As for the “politically and ideologically homogenous” comment, I wish it were true.  In a knucklehead move to attract more voters, we have folks like John McCain, Colin Powell, and others who are turning the Republican Party into a “lite” version of the Democrat party.  The way to attract more voters is for Republicans to govern as conservatives when elected, not as RINOs.

“[T]otally out of step with the rest of the nation?”  Is that why nearly 46% of us voted for the Republican candidate for President, including a razor thin majority of Beaver County voters?

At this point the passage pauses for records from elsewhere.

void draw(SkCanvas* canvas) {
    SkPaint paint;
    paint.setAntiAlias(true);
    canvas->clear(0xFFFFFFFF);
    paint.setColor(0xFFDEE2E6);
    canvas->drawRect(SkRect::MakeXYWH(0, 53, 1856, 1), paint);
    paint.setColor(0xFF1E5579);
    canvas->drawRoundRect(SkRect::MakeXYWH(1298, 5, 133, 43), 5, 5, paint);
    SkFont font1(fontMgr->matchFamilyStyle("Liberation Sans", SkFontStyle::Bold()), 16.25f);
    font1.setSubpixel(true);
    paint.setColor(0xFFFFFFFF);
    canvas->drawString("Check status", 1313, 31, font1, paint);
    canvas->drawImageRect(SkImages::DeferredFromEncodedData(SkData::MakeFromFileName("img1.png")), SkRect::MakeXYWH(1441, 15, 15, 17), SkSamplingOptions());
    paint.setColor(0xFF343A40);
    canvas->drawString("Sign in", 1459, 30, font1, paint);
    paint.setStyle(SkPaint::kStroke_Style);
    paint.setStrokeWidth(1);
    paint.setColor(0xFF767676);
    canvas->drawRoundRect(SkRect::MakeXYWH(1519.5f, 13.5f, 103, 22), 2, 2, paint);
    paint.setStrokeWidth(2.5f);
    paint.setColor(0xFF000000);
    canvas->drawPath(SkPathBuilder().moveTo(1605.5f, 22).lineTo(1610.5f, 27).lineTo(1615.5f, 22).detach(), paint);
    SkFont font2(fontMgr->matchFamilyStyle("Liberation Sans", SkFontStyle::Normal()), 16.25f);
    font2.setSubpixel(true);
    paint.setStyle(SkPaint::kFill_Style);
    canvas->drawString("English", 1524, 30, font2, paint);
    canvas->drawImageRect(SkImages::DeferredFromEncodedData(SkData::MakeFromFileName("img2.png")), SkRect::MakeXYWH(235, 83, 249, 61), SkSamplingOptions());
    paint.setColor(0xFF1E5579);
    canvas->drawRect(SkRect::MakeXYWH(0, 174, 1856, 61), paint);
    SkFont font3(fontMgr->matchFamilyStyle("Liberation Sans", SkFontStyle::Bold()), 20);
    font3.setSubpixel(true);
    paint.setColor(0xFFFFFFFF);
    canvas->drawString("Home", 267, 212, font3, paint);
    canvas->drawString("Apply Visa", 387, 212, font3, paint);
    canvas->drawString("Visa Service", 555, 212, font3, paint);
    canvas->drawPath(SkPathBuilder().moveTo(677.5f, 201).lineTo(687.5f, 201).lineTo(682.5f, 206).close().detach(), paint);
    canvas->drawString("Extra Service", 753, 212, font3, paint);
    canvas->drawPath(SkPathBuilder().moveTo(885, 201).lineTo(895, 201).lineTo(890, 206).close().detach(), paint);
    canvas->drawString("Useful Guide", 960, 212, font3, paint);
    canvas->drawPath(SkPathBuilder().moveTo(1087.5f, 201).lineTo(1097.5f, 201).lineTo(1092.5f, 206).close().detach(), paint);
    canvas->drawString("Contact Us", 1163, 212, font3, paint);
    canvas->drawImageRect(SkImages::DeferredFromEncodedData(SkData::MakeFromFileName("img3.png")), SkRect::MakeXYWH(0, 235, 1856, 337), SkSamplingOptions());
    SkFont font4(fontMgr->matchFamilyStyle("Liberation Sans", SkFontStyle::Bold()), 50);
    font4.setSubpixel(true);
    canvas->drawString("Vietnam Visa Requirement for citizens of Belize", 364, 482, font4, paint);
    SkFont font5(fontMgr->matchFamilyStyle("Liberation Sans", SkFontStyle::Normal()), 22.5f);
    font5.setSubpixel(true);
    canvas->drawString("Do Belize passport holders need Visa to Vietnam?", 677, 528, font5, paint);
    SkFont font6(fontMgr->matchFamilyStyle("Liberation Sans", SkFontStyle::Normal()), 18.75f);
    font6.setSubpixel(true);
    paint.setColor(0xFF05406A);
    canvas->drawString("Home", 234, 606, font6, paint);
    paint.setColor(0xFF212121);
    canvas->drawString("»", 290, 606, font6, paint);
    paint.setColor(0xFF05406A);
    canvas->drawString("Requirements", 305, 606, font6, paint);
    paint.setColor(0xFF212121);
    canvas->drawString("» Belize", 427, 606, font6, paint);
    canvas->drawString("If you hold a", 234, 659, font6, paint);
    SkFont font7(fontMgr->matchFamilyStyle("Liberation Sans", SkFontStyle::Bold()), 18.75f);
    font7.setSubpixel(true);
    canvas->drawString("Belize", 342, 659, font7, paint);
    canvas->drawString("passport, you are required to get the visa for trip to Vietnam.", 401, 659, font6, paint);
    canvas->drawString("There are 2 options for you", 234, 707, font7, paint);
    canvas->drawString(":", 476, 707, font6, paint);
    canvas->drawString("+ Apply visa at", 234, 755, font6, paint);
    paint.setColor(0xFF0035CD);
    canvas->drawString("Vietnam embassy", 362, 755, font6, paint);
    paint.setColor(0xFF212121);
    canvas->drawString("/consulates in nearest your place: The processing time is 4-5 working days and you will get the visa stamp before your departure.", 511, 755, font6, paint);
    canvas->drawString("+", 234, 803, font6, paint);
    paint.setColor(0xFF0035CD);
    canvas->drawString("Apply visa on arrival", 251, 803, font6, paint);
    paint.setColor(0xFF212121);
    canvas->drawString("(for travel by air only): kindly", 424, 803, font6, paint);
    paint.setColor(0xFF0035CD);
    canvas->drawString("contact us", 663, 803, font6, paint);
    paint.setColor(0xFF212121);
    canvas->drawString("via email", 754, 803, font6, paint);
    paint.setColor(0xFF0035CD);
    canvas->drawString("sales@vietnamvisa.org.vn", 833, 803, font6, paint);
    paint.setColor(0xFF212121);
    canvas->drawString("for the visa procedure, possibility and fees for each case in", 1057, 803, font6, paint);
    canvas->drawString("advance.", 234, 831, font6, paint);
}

“Some Republicans might think the Obama parody is funny, but their party’s shrinking base is no laughing matter.  The party is in danger of marginalizing itself, and that’s not good for it or our nation’s two-party system.”

[RWC] The parody is not an “Obama parody” and the Times knows it.  That said, count me as one of those who believe the parody is funny.  Funnier, though, is the editorial’s implication the Times is concerned about the Republican Party.  Then again, I guess the Times needs someone to blame when all the leftist programs fail.

Ask yourself this question.  Given the choice of bashing Mr. Saltsman for sending out a CD full of parodies of persons on both the left and right or taking Sen. Arlen Specter to task for telling Polish jokes at a high profile dinner, why did the Times choose to write about Mr. Saltsman?  A search of the Times website indicates the Times didn’t even carry the Specter story in its “news” section.  That’s why I had to link to the Pittsburgh Post-Gazette.  I also found no editorials when Sen. Hillary Clinton (D-NY) used a racial stereotype about Mahatma Gandhi when she joked, “He ran a gas station down in St. Louis” (1/3/04).  Likewise, no mention was made when VP-elect Joe Biden (D-DE) said, “You cannot go to a 7-Eleven or a Dunkin’ Donuts unless you have a slight Indian accent.  I’m not joking.”

Finally, who was it that claimed Mr. Obama couldn’t be elected because of his skin color?  It was Democrats during the primaries.